Grund zur Hoffnung geben jedoch die Hearings seiner Regierungskandidaten im Kongress, die – angepasst an ihren Auftrittsort – deutlich von Wahlkampfpositionen ihres Chefs abwichen. Der Außenminister in spe, Rex Tillerson, bekannte sich zum Klimapakt, lehnte Einreiseverbote für Muslime ab, bezeichnete die US-Verpflichtungen gegenüber der Nato als unverbrüchlich und Russland als Gefahr. Verteidigungsminister John Mattis unterstützte das Iran-Atomabkommen, das Trump als dumm bezeichnet hatte. Und Innenminister John Kelly zweifelte, ob eine Mauer vor Mexiko der Weisheit letzter Schluss ist. Keine Frage: Trump wird als Präsident das letzte Wort haben. Doch er hat auch Personen um sich geschart, die zu eigenständigen Vernunftgedanken fähig sind.

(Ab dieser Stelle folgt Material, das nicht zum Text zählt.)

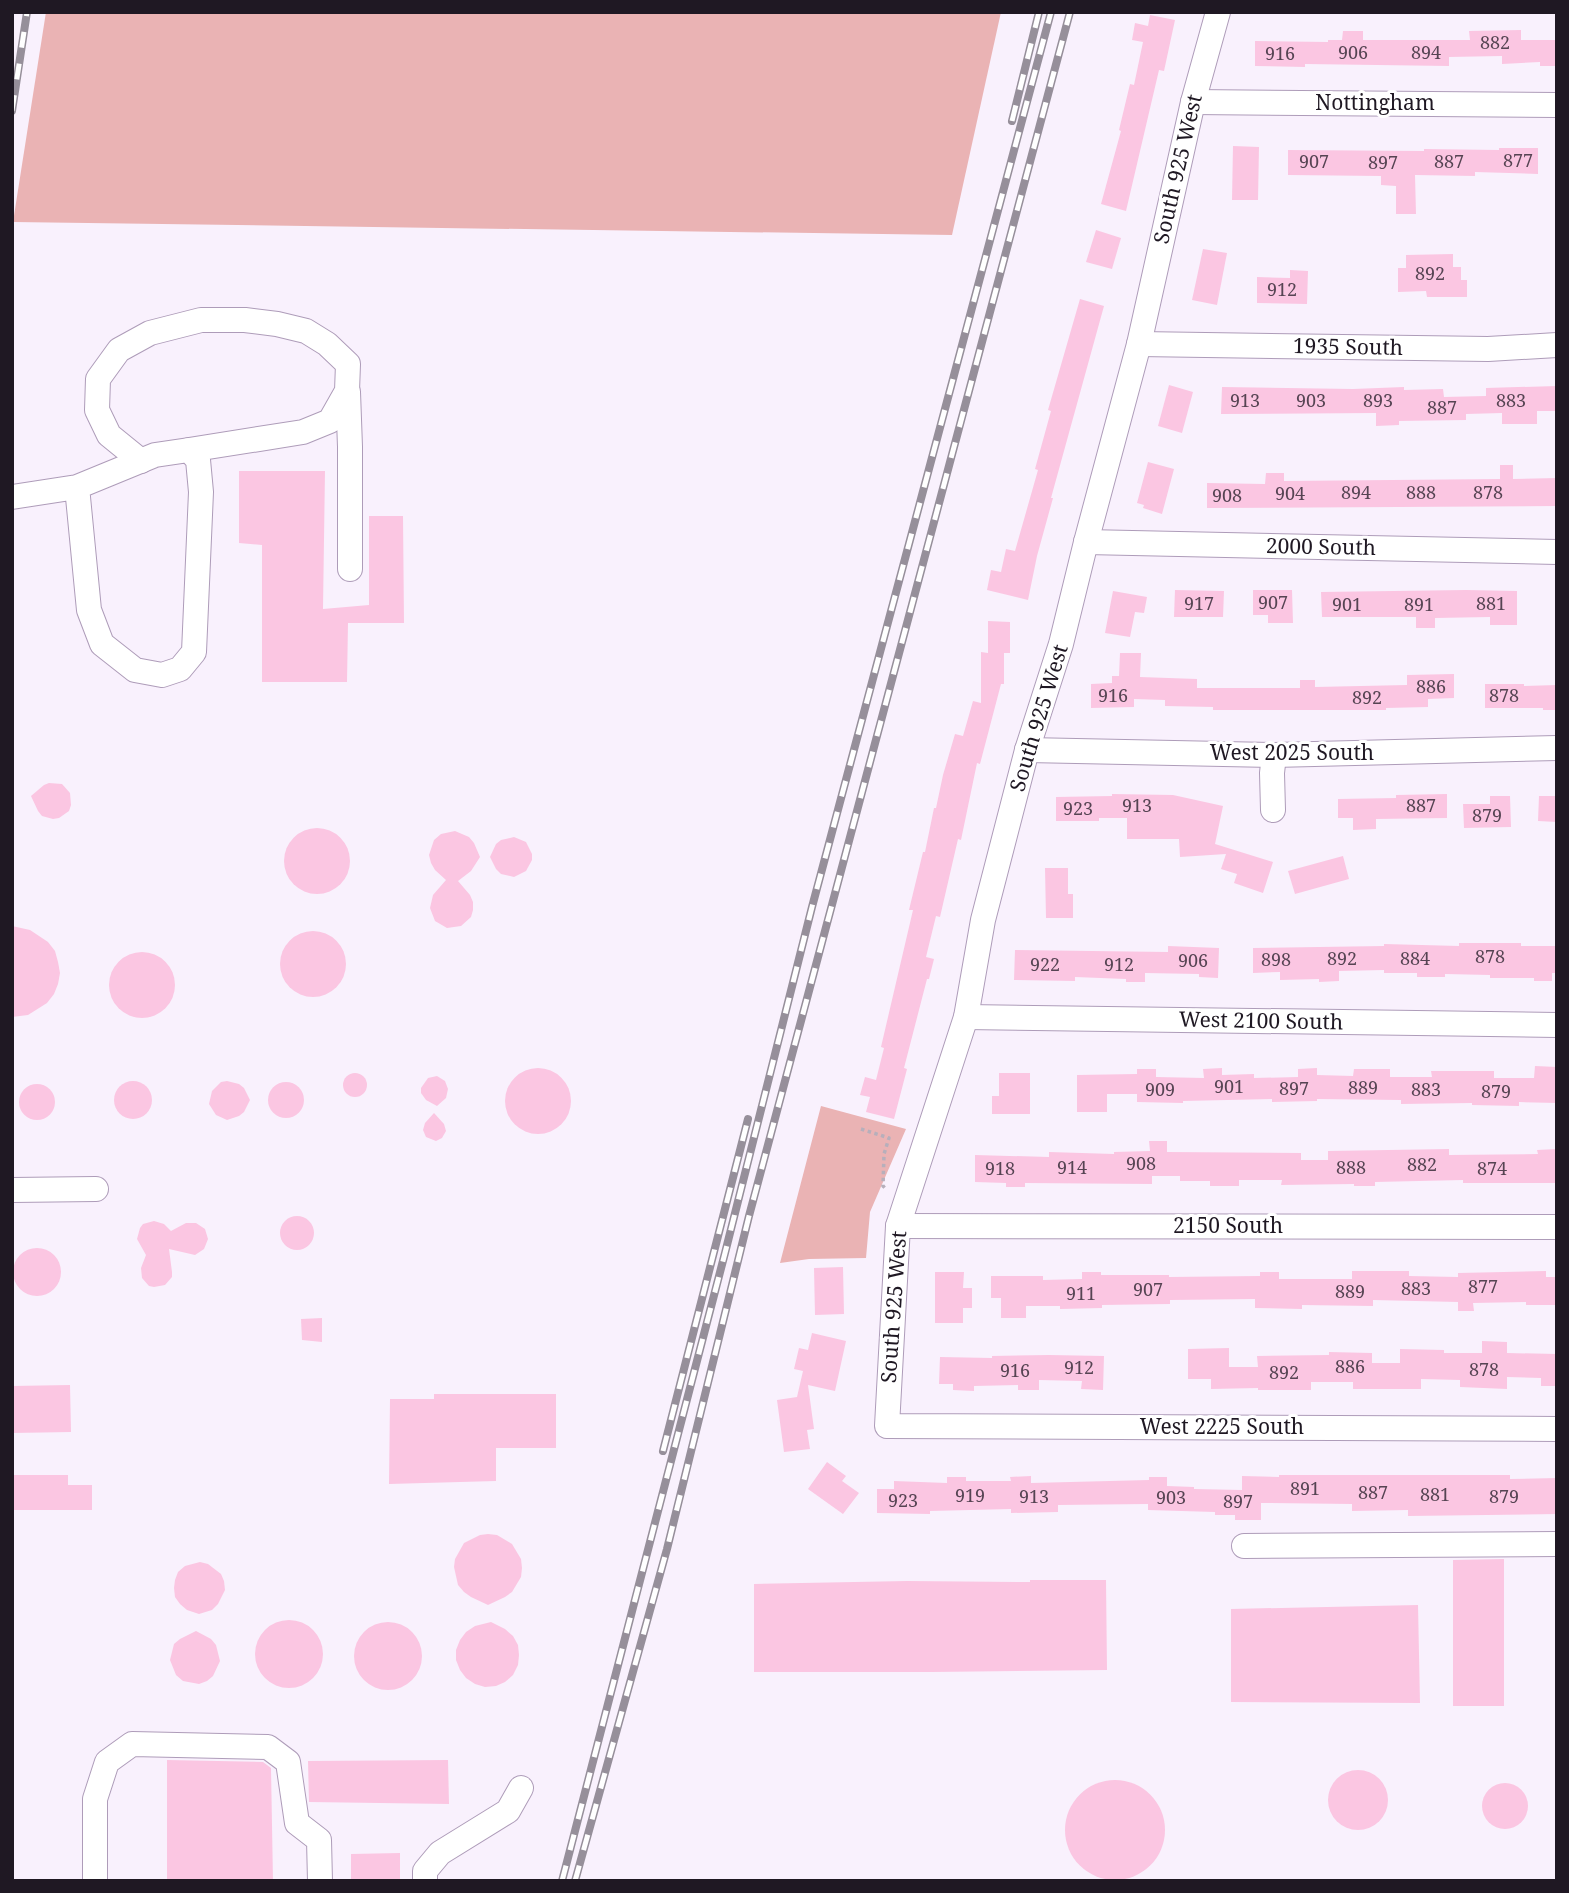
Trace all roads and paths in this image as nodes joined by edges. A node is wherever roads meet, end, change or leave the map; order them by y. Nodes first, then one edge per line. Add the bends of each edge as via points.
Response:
1 (1218, 12) edge
2 (1193, 102) junction
3 (1557, 105) edge
4 (1139, 344) junction
5 (1557, 345) edge
6 (348, 391) junction
7 (189, 450) junction
8 (141, 461) junction
9 (77, 486) junction
10 (12, 496) edge
11 (1086, 542) junction
12 (1557, 552) edge
13 (349, 569) dead end
14 (1557, 748) edge
15 (1027, 750) junction
16 (1274, 755) junction
17 (1273, 810) dead end
18 (966, 1017) junction
19 (1557, 1026) edge
20 (862, 1129) dead end
21 (96, 1189) dead end
22 (886, 1189) dead end
23 (12, 1190) edge
24 (898, 1226) junction
25 (1557, 1227) edge
26 (887, 1426) joint
27 (1557, 1429) edge
28 (1557, 1544) edge
29 (1244, 1546) dead end
30 (521, 1788) dead end
31 (95, 1881) edge
32 (320, 1881) edge
33 (425, 1881) edge

1 - 2 street, South 925 West
2 - 3 street, Nottingham
2 - 4 street, South 925 West
4 - 5 street, 1935 South via 1488,349
4 - 11 street, South 925 West
6 - 7 street via 330,421 303,432
6 - 8 street via 348,364 306,331 245,320 201,320 150,333 119,350 98,379 97,410 109,435
6 - 13 street
7 - 8 street
7 - 9 street via 198,460 201,492 194,652 180,669 162,675 135,670 102,644 89,610
8 - 9 street
9 - 10 street
11 - 12 street, 2000 South
11 - 15 street, South 925 West via 1061,644
14 - 16 street, West 2025 South
15 - 16 street, West 2025 South
15 - 18 street, South 925 West via 983,920
16 - 17 street
18 - 19 street, West 2100 South
18 - 24 street, South 925 West
20 - 22 path via 889,1138 884,1154
21 - 23 street
24 - 25 street, 2150 South
24 - 26 street, South 925 West
26 - 27 street, West 2225 South
28 - 29 street
30 - 33 street via 508,1811 440,1853 425,1871
31 - 32 street via 95,1799 107,1762 132,1744 268,1746 288,1762 297,1823 319,1840

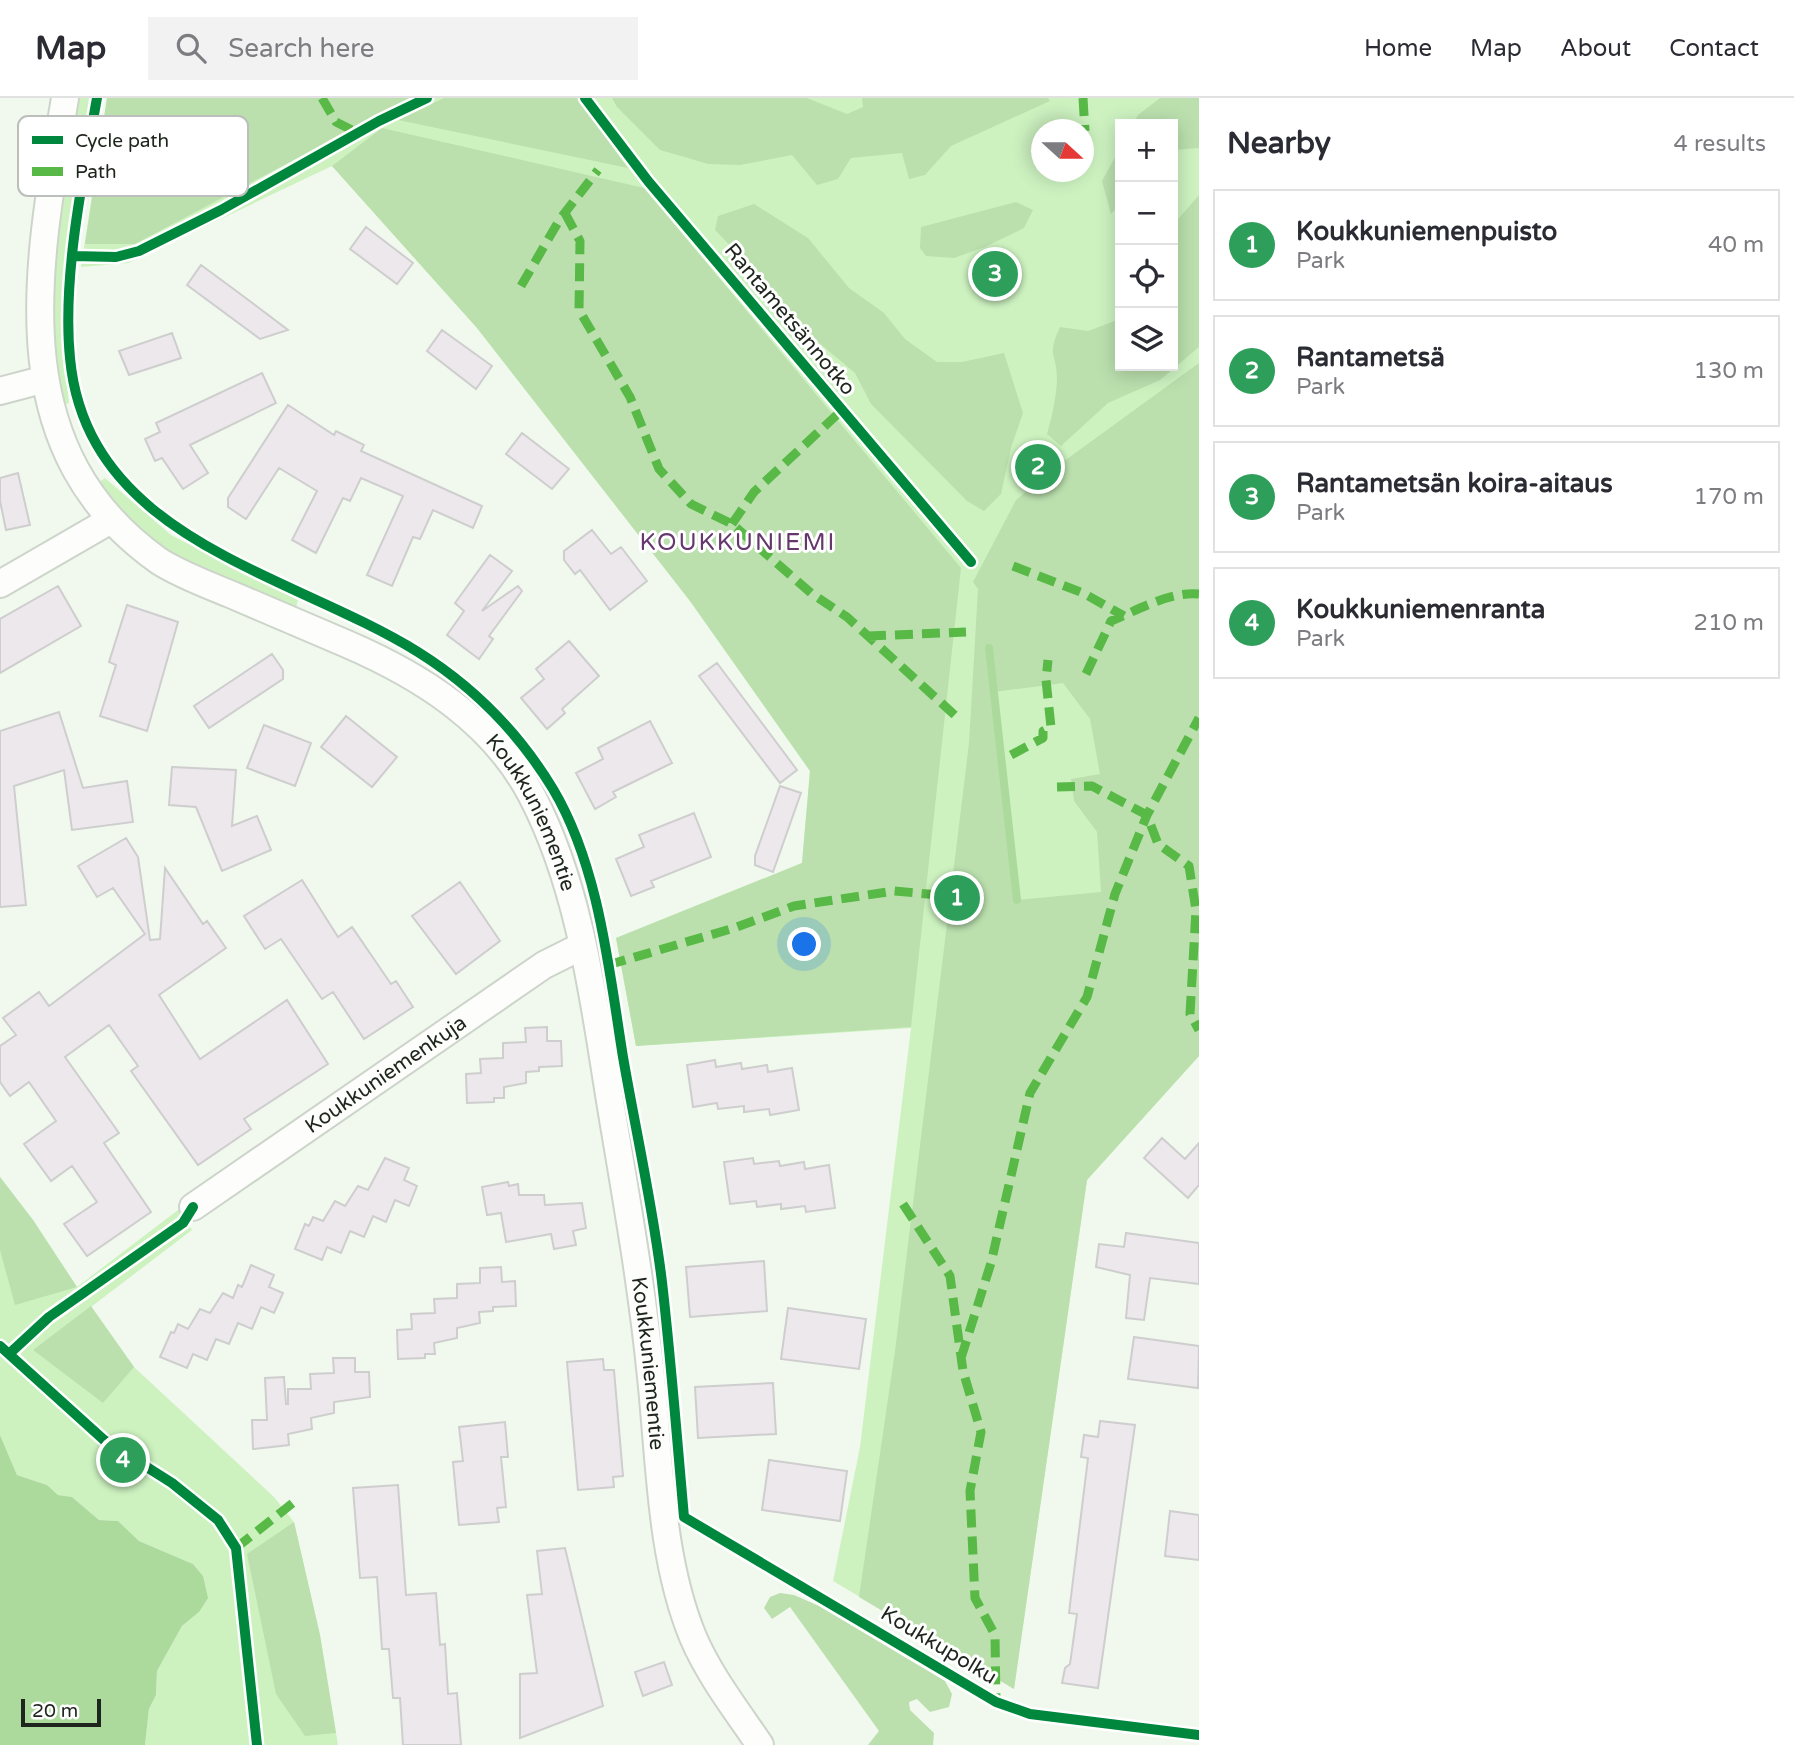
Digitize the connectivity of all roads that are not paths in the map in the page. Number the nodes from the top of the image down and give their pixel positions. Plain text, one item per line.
1 (65, 98) edge
2 (62, 116) edge
3 (50, 196) edge
4 (38, 382) junction
5 (0, 391) edge
6 (109, 521) junction
7 (0, 583) edge
8 (582, 946) junction
9 (193, 1207) dead end
10 (760, 1745) edge

1 - 2 street, Koukkuniementie
3 - 4 street, Koukkuniementie
4 - 5 street
4 - 6 street, Koukkuniementie
6 - 7 street
6 - 8 street, Koukkuniementie
8 - 9 street, Koukkuniemenkuja
8 - 10 street, Koukkuniementie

Illusionen sollte man sich indes nicht hingeben. Die Ära Trump wird eine Zäsur bedeuten. Die Frage ist nur, wie tief sie geht. Trump wird zwar möglicherweise mehr Kontinuität zeigen als gedacht, doch sicher auch die bisherige Praxis unorthodox und frontal infrage stellen: von der Gesundheits- und Justiz- bis hin zur Außen- und Handelspolitik. Das kann zu produktiven Impulsen führen oder in den Abgrund. Das Weiße Haus wird nach dem 20. Jänner einer Blackbox gleichen. Keiner weiß, was herausspringt.